Baron Eligius Franz Joseph von Münch-Bellinghausen (Eligius Franz Joseph Freiherr von Münch-Bellinghausen) (2 April 1806 – 22 May 1871) was an Austrian dramatist, poet and novella writer of the Austrian Biedermeier period and beyond, and is more generally known under his pseudonym Friedrich Halm.

== Life and career ==
He was the son of a district judge at Kraków in Poland, at this time part of the Austrian Empire. Early in his literary career he adopted the nom de plume of Friedrich Halm ("Halm" means a blade of grass or a blade of straw), and became one of the most popular dramatists in Vienna around the middle of the 19th century.

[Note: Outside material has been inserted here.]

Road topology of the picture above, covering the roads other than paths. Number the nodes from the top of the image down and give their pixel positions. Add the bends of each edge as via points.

His novellas are now regarded as more significant from a literary point of view than his dramatic writings.

Münch-Bellinghausen was educated at the seminary of Melk Abbey and later at Vienna, where he studied philosophy and jurisprudence, and where he began his career in 1826.

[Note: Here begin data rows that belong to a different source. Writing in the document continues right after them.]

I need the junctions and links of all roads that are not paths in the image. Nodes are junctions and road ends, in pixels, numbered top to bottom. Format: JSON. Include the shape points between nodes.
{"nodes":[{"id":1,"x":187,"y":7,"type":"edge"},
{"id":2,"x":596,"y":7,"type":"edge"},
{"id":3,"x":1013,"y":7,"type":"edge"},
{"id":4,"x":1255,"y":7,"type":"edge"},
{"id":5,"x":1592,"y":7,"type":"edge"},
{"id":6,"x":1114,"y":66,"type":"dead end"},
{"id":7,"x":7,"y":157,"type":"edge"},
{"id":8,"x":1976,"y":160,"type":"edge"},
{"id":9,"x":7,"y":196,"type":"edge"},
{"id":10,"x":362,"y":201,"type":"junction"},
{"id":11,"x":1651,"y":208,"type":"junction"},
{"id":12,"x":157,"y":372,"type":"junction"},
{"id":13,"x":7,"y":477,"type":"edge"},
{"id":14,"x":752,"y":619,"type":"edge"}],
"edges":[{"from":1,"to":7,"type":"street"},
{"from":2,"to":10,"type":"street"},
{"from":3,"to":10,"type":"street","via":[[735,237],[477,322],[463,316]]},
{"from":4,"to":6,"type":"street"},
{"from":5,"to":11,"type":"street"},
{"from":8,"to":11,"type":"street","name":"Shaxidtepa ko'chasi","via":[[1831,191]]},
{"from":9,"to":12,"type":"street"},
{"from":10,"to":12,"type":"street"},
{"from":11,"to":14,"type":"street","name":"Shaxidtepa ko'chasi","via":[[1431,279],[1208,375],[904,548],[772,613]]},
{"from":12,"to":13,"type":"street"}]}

As a boy he took a keen interest in the theater, and from 1833 enjoyed the friendship of his former teacher, the Benedictine Michael Leopold Enk von der Burg, who encouraged the poet to offer his drama Griseldis to the Hofburg theatre.
Its successful production in 1835 established Halm's reputation as a playwright and henceforth he continued to write for the stage with varying success.

Münch-Bellinghausen became Regierungsrat (government councillor) in 1840 and Kustos (chief keeper) of the Court Library in 1844, a position that Franz Grillparzer had sought in vain. He was elected member of the Austrian Academy of Sciences in 1852, and life member of the Austrian Herrenhaus in 1861. In 1867, he was appointed superintendent of the two court-theatres (the Burgtheater and the Court Opera, the current Vienna State Opera), but three years later resigned this position which disputes had made distasteful to him. His health also had been failing.

== Literary work ==

Friedrich Halm's earliest full-length drama, Schwert, Hammer, Buch, completed in 1833 but not published until 2022, explores three various routes in quest of happiness: that of the warrior, that of the artisan, and that of the artist (cf. scholarly research article on Schwert, Hammer, Buch, by Dr. Tony Page entitled: 'Friedrich Halm's Earliest, Large-Scale Drama, Schwert, Hammer, Buch, An Original Research Article', Blade Publications, Bangkok, 2025). This massive drama of several hundred pages, although an early work, has numerous effective passages, deep philosophical musings, a Christian/Buddhist mystical dimension, and anticipates the literary talent that was to burst upon the Viennese literary scene just three or four years later with the publication of Halm's tragedy, Griseldis. Of his many dramatic works the best known are, indeed, Griseldis (1837); Der Adept (1836; publ. 1838), Camoens (1838), Der Sohn der Wildnis (1842), and Der Fechter von Ravenna (1857). Griseldis is based on the well-known story of the faithful wife whose loyalty and devotion are put to the severest tests but who triumphs in the end. Der Sohn der Wildnis ("The Son of the Wilderness") is a romantic drama depicting the power of womanly love and virtue over rude barbarian strength. It was presented on the English stage under the title of Ingomar the Barbarian. Der Fechter von Ravenna ("The Gladiator of Ravenna"), regarded as one of Halm's best dramas, is a tragedy having for its hero Thumelicus the son of Arminius, the liberator of Germany from Roman rule. According to the Encyclopædia Britannica Eleventh Edition, "[his plays] are distinguished by elegance of language, melodious versification and clever construction, and were for a time exceedingly popular."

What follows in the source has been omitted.